[[ Entries shown, beginning ]]
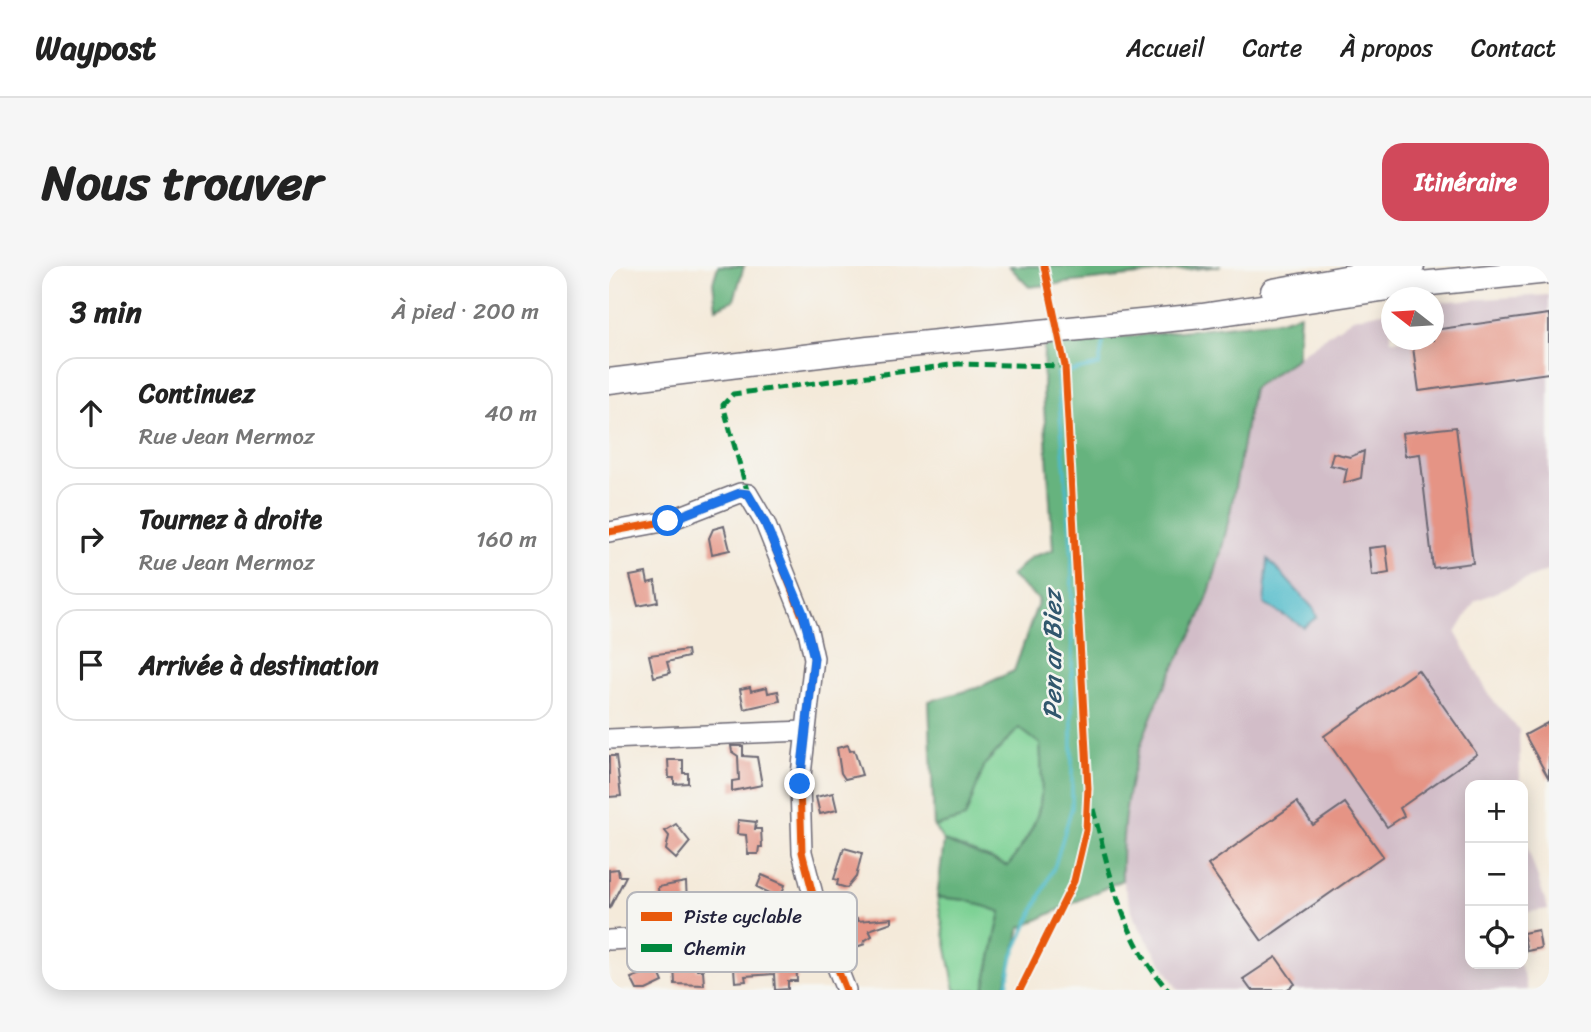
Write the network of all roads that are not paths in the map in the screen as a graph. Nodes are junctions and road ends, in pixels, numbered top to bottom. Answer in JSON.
{"nodes":[{"id":1,"x":1412,"y":266,"type":"edge"},
{"id":2,"x":1549,"y":271,"type":"edge"},
{"id":3,"x":1084,"y":327,"type":"junction"},
{"id":4,"x":609,"y":381,"type":"edge"},
{"id":5,"x":609,"y":532,"type":"edge"},
{"id":6,"x":805,"y":732,"type":"junction"},
{"id":7,"x":609,"y":739,"type":"edge"},
{"id":8,"x":812,"y":892,"type":"edge"},
{"id":9,"x":627,"y":939,"type":"edge"},
{"id":10,"x":609,"y":940,"type":"edge"},
{"id":11,"x":839,"y":972,"type":"edge"},
{"id":12,"x":846,"y":990,"type":"edge"}],
"edges":[{"from":1,"to":3,"type":"main road"},
{"from":2,"to":3,"type":"main road"},
{"from":3,"to":4,"type":"main road"},
{"from":5,"to":6,"type":"street"},
{"from":6,"to":7,"type":"street"},
{"from":6,"to":8,"type":"street"},
{"from":9,"to":10,"type":"street"},
{"from":11,"to":12,"type":"street"}]}
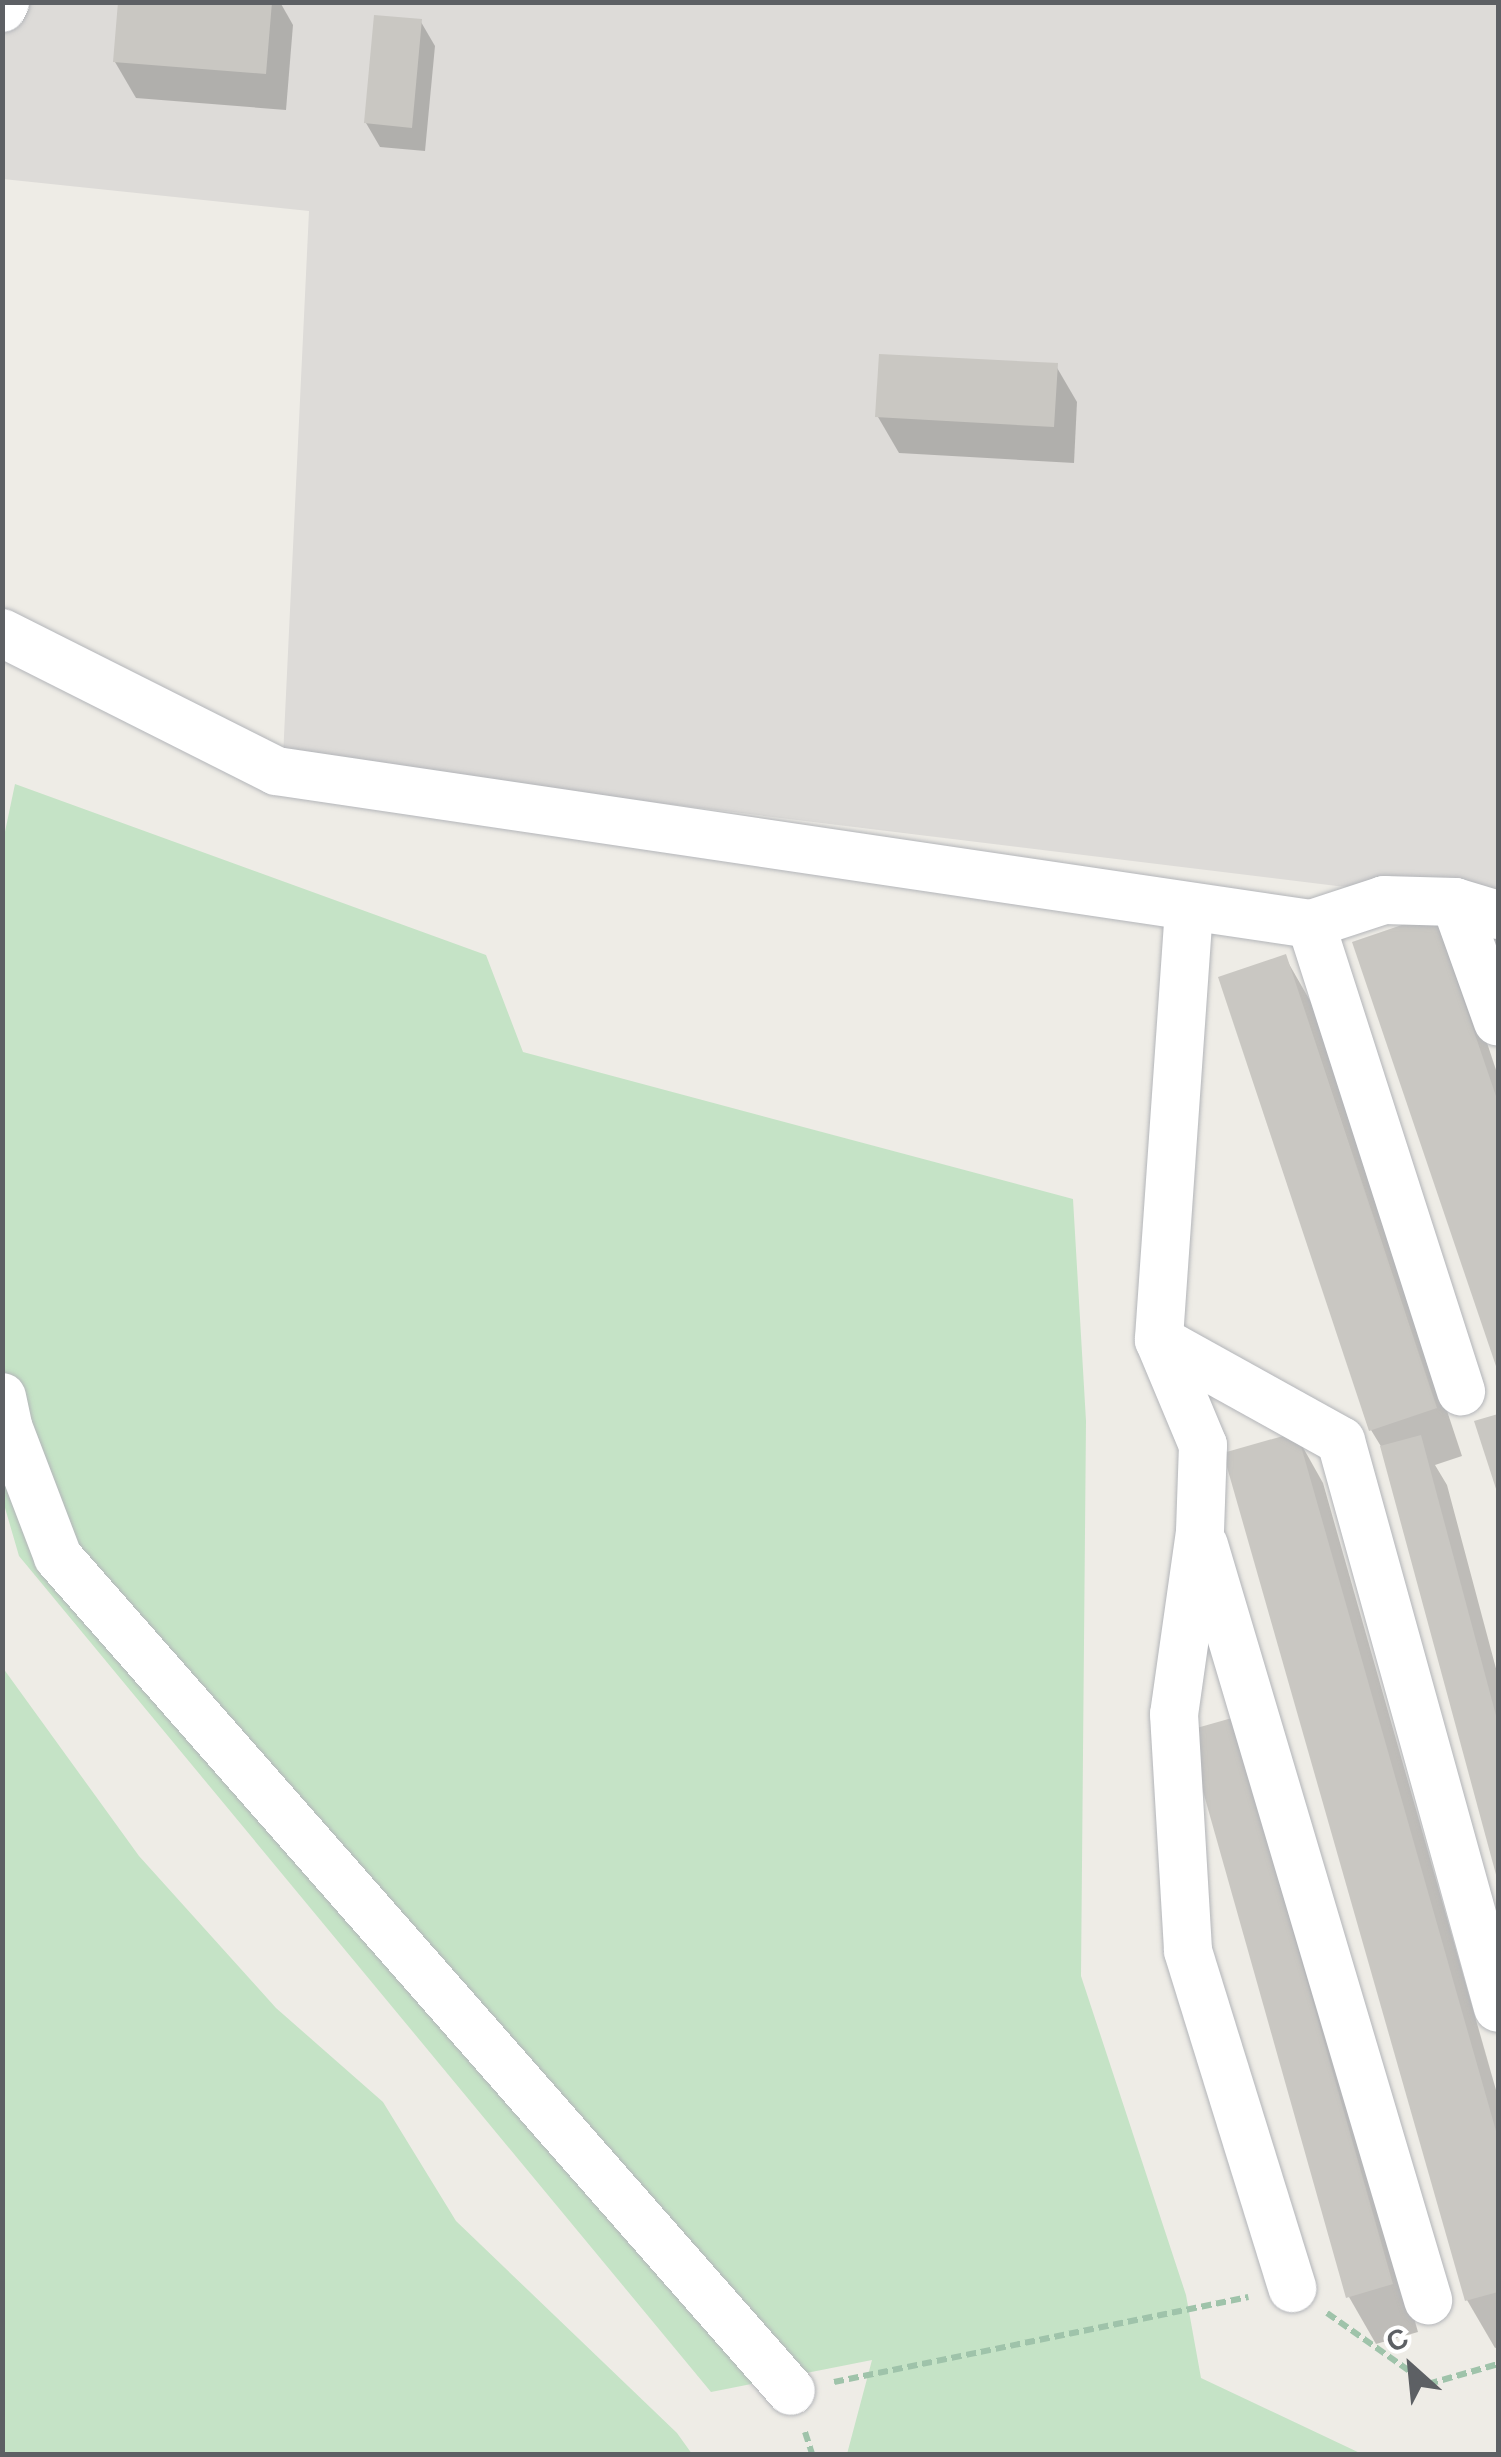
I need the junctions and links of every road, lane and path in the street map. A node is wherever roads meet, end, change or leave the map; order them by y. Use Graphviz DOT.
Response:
graph roads {
  1 [pos="2,632"];
  2 [pos="1477,909"];
  3 [pos="1190,910"];
  4 [pos="1311,924"];
  5 [pos="1498,1022"];
  6 [pos="1159,1340"];
  7 [pos="1462,1392"];
  8 [pos="2,1396"];
  9 [pos="1200,1532"];
  10 [pos="1498,2008"];
  11 [pos="1292,2288"];
  12 [pos="1428,2300"];
  13 [pos="1498,2364"];
  14 [pos="790,2391"];
  1 -- 3 [label="lane"];
  2 -- 4 [label="lane"];
  2 -- 5 [label="lane"];
  3 -- 4 [label="lane"];
  3 -- 6 [label="lane"];
  4 -- 7 [label="lane"];
  6 -- 9 [label="lane"];
  6 -- 10 [label="lane"];
  8 -- 14 [label="lane"];
  9 -- 11 [label="lane"];
  9 -- 12 [label="lane"];
  11 -- 13 [label="path"];
  11 -- 14 [label="path"];
}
[[ Entries shown, end ]]
■ Problem statement ■
In the answer, the entries should be restated verbatim, with all pictures omitted.

■ Finished exercise ■
Write the network of all roads that are not paths in the map in the screen as a graph. Nodes are junctions and road ends, in pixels, numbered top to bottom. Answer in JSON.
{"nodes":[{"id":1,"x":1412,"y":266,"type":"edge"},
{"id":2,"x":1549,"y":271,"type":"edge"},
{"id":3,"x":1084,"y":327,"type":"junction"},
{"id":4,"x":609,"y":381,"type":"edge"},
{"id":5,"x":609,"y":532,"type":"edge"},
{"id":6,"x":805,"y":732,"type":"junction"},
{"id":7,"x":609,"y":739,"type":"edge"},
{"id":8,"x":812,"y":892,"type":"edge"},
{"id":9,"x":627,"y":939,"type":"edge"},
{"id":10,"x":609,"y":940,"type":"edge"},
{"id":11,"x":839,"y":972,"type":"edge"},
{"id":12,"x":846,"y":990,"type":"edge"}],
"edges":[{"from":1,"to":3,"type":"main road"},
{"from":2,"to":3,"type":"main road"},
{"from":3,"to":4,"type":"main road"},
{"from":5,"to":6,"type":"street"},
{"from":6,"to":7,"type":"street"},
{"from":6,"to":8,"type":"street"},
{"from":9,"to":10,"type":"street"},
{"from":11,"to":12,"type":"street"}]}
I need the junctions and links of every road, lane and path in the street map. A node is wherever roads meet, end, change or leave the map; order them by y. Use Graphviz DOT.
Response:
graph roads {
  1 [pos="2,632"];
  2 [pos="1477,909"];
  3 [pos="1190,910"];
  4 [pos="1311,924"];
  5 [pos="1498,1022"];
  6 [pos="1159,1340"];
  7 [pos="1462,1392"];
  8 [pos="2,1396"];
  9 [pos="1200,1532"];
  10 [pos="1498,2008"];
  11 [pos="1292,2288"];
  12 [pos="1428,2300"];
  13 [pos="1498,2364"];
  14 [pos="790,2391"];
  1 -- 3 [label="lane"];
  2 -- 4 [label="lane"];
  2 -- 5 [label="lane"];
  3 -- 4 [label="lane"];
  3 -- 6 [label="lane"];
  4 -- 7 [label="lane"];
  6 -- 9 [label="lane"];
  6 -- 10 [label="lane"];
  8 -- 14 [label="lane"];
  9 -- 11 [label="lane"];
  9 -- 12 [label="lane"];
  11 -- 13 [label="path"];
  11 -- 14 [label="path"];
}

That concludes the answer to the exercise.